Face to face with my Father
Premium Member
My dear charming boy, you are
asking for something substantial
on made up magic stories? Why
not ask for something substantial
on the non existence of paul bunyan
and his great blue ox.

You cannot be so dim that you
are unaware that while one can
find good info in or about the bible,
it is just mundane stuff.

Zero on the supetnatural. You
are now engaging in a silly game
to evade that unpromising fact.

Carry on as you will, I am long since
satisfied you've not a sensible bone
in your body.



Other than you said so, that is all you have offered. As to "zero on the supernatural", you are a little too late to tell me that :D I've already had personal experiences.
 

Kenny

Face to face with my Father
Premium Member
Sorry, but the gospels sometimes don’t agree with other.

To give you, an example.

In 3 of the gospels, Mark (14:3-11), Matthew (26:6-13) and John (12:1-8), they all agreed with a supper taking place in a small town called Bethany, and all 3 agreed that a woman anointed Jesus with a very expensive jar of perfume.

But the details in this episode in Bethany differed.

According to Matthew and Mark, the supper and anointing took place in the home of Simon the Leper. While in the gospel of John, Lazarus was the host and it was his home, not Simon the Leper’s.

The woman with the perfume was nameless woman in the gospels of Mark and Matthew, but in John’s, it was Lazarus’ sister Mary Magdalene.

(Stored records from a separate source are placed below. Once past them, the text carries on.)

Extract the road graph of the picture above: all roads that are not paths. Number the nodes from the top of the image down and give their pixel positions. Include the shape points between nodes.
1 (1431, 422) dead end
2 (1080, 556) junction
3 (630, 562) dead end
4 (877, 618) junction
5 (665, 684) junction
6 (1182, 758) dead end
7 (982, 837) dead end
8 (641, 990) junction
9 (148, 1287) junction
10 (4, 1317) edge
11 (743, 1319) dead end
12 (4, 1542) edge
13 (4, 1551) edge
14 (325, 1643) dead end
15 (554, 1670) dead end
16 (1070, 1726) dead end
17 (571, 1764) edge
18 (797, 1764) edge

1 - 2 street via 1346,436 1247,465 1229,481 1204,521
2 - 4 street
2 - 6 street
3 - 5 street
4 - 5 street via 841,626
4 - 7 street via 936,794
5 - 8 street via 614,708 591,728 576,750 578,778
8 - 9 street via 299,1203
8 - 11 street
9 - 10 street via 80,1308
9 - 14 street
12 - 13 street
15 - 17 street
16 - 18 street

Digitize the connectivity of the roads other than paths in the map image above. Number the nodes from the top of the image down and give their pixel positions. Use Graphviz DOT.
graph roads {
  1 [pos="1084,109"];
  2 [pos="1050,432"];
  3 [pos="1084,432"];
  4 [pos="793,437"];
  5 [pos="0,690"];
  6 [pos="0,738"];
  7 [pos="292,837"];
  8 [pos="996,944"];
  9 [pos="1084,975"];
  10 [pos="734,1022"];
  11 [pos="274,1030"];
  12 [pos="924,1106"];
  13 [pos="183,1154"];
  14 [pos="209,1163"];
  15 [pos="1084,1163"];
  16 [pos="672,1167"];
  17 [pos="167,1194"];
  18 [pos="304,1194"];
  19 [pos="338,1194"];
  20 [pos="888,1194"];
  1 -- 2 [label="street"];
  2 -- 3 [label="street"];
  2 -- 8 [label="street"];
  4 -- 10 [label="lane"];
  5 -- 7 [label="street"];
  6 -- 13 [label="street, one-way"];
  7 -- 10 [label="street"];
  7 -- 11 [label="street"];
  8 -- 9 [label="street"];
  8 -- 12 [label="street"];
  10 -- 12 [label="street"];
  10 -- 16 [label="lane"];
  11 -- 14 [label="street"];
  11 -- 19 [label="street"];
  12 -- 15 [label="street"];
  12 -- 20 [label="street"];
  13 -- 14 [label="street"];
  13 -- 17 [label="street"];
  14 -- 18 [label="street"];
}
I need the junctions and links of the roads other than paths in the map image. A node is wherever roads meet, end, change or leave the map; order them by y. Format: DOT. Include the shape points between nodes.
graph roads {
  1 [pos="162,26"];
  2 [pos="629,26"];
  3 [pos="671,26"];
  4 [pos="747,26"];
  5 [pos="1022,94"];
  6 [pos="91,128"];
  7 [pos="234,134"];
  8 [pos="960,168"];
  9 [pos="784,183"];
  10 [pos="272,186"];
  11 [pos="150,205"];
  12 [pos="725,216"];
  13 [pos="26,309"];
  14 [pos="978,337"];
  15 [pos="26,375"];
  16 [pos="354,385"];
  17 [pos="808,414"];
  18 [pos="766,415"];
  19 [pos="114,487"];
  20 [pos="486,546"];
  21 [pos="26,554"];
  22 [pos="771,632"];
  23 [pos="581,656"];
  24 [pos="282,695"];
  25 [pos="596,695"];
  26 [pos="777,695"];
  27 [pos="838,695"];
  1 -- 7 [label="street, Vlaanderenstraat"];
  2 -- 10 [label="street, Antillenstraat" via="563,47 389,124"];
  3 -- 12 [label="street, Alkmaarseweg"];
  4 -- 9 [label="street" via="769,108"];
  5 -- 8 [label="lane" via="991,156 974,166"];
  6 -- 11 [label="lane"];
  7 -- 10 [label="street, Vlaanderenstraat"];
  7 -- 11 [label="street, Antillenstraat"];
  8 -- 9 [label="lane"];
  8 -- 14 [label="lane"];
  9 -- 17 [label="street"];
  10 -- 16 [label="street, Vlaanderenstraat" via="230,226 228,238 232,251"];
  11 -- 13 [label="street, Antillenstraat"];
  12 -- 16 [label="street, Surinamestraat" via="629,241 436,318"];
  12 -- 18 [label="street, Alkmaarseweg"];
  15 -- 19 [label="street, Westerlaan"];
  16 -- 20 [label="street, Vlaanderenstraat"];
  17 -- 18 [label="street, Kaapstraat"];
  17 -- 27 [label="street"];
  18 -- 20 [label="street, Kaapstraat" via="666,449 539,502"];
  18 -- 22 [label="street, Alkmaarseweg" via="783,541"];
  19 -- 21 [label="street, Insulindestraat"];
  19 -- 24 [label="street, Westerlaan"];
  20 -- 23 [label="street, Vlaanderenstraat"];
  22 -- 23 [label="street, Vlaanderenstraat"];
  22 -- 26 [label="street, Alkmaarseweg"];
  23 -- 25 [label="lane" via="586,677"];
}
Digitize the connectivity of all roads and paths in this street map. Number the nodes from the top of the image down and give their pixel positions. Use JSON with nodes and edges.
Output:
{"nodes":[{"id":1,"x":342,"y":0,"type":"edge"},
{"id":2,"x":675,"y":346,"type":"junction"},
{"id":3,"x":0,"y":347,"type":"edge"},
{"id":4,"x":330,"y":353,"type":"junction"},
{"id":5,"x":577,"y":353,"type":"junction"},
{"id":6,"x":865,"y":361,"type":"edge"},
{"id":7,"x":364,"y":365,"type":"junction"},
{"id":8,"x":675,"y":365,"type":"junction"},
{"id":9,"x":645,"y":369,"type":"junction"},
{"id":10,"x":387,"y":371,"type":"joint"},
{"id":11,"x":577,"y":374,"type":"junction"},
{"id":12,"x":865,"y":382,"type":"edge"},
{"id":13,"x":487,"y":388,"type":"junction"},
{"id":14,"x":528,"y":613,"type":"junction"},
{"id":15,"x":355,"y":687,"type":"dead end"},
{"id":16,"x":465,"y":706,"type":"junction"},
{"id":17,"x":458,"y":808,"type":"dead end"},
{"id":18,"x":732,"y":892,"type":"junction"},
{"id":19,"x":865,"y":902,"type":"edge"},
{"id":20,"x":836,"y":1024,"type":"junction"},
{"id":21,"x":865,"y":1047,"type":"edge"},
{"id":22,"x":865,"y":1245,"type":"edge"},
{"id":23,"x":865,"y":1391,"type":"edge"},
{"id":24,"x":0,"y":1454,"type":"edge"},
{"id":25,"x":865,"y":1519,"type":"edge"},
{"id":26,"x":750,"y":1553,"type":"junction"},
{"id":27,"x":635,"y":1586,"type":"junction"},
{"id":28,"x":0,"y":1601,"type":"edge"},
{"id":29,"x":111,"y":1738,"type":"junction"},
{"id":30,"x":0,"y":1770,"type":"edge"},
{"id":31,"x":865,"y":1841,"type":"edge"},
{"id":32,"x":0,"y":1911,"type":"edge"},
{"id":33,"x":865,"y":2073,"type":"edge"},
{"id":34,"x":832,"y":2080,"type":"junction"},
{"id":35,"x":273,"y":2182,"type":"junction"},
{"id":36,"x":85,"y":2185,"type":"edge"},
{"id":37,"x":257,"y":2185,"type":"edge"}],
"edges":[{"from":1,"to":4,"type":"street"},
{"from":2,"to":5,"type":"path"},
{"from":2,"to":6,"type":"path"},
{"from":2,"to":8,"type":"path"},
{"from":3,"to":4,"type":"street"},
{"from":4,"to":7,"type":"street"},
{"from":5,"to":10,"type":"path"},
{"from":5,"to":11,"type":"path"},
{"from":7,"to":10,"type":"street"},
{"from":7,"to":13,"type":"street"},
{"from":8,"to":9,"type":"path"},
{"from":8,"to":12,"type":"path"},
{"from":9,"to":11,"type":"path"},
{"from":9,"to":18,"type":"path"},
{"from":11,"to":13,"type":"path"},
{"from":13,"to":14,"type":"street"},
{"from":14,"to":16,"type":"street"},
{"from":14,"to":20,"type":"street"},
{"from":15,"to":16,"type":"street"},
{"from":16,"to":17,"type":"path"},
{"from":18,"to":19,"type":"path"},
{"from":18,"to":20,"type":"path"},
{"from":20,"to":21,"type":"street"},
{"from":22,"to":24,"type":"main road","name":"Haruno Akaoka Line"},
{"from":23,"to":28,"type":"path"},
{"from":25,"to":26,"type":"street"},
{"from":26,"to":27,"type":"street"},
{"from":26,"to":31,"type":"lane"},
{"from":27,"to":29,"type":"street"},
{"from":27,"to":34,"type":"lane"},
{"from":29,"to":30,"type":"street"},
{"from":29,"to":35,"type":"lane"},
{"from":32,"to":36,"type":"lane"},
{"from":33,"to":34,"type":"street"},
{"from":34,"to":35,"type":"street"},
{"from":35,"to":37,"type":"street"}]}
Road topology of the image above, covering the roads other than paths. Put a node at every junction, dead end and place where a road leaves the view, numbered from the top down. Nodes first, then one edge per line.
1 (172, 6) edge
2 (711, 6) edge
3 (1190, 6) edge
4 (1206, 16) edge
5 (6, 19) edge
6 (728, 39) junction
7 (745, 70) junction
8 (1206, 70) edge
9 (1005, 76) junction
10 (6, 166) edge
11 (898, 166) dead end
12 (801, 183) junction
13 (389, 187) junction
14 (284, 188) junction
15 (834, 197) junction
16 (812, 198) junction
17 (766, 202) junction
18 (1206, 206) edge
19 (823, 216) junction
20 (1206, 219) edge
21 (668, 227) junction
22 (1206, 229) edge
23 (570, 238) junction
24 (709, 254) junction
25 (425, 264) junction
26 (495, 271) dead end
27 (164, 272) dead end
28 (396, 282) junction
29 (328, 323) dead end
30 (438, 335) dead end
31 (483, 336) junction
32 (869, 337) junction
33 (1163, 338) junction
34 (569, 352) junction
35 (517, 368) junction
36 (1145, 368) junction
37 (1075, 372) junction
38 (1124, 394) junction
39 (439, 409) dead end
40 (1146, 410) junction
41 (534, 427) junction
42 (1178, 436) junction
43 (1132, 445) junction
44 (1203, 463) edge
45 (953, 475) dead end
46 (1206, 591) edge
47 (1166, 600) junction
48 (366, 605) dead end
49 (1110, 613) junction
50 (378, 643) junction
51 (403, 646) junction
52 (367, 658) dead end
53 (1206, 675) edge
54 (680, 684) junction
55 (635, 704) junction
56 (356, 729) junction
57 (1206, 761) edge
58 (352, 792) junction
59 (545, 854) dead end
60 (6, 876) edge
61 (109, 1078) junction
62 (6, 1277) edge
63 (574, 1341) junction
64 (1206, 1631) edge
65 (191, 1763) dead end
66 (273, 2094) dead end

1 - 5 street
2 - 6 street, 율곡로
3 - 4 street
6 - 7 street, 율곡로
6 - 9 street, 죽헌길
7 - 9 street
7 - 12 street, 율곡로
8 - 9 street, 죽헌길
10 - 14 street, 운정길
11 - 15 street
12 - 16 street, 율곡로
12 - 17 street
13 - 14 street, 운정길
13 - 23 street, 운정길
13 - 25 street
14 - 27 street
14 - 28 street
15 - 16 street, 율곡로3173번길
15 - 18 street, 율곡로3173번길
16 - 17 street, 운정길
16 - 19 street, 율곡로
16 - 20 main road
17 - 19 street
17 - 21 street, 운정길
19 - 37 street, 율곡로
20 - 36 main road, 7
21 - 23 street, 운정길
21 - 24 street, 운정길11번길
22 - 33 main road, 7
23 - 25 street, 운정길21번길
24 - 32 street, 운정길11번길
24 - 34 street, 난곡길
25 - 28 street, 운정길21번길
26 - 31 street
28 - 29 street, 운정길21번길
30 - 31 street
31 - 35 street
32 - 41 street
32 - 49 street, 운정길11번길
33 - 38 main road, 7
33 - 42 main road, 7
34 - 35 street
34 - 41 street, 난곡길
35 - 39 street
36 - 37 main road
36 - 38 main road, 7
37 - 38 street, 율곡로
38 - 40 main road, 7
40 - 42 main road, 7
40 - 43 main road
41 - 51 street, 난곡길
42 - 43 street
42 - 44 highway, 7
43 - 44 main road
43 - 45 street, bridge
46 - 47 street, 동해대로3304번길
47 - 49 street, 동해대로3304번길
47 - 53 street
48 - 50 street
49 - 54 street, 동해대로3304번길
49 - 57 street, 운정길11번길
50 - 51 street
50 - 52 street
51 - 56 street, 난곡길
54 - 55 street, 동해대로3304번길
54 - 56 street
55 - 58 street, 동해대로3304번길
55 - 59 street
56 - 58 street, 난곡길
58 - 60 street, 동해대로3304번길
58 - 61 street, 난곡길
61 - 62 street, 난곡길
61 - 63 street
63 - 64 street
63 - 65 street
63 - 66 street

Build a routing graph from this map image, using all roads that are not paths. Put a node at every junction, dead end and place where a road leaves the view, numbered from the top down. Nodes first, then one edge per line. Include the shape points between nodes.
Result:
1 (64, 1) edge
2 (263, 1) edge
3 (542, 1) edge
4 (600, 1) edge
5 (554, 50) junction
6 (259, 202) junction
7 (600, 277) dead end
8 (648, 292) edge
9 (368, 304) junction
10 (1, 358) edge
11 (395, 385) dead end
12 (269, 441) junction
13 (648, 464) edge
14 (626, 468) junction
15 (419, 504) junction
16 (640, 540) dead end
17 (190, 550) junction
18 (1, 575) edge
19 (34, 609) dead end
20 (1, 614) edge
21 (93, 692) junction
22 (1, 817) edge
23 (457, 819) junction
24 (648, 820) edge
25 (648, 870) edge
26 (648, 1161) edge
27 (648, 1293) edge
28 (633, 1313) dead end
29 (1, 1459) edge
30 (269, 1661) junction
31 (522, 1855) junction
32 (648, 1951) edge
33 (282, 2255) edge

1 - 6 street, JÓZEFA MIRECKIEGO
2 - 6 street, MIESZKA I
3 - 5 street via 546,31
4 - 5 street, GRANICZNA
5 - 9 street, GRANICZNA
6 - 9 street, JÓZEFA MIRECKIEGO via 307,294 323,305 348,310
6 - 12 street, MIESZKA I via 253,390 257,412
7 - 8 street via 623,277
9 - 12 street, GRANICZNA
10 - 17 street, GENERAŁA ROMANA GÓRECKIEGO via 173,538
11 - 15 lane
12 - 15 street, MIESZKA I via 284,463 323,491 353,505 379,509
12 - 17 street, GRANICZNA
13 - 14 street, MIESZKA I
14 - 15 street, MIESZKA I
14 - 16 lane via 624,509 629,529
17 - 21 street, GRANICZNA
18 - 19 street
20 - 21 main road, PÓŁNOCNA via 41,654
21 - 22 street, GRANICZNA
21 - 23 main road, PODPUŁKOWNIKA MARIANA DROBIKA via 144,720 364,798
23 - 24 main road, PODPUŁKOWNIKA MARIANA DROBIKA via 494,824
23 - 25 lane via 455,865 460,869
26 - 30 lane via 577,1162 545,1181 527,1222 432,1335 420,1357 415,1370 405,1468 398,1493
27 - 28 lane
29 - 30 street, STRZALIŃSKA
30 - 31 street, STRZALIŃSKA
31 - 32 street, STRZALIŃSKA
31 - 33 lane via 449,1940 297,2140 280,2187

Again in Matthew’s and Mark’s, it was Jesus’ head that got anointed, but in John's, it was Jesus’ feet.

And in Matthew’s and Mark’s, all disciples complained about the waste, but in John’s, only Judas Iscariot made the complaint.

In the gospel of Luke, this scene never happened in Bethany, instead Jesus anointing occurred in Nain, Galilee, and in the house of Simon the Pharisee, not to be confused with Simon the Leper. Here, the woman is also nameless, but the gospel referred to her as the Sinful Woman, and it was Jesus’ feet that got anointed with expensive perfume, not his head. And lastly, there were any complaints by his disciples, but rather it was his host, who complained not of the expensive perfume, but that the woman was sinful.

So we have 3 different versions, in which only two gospel agreed with each other in one version.

So how would you determine which of 3 versions are the right one? And how would you verify that it happened as it say?
You are actually taking two different stories as if it were one.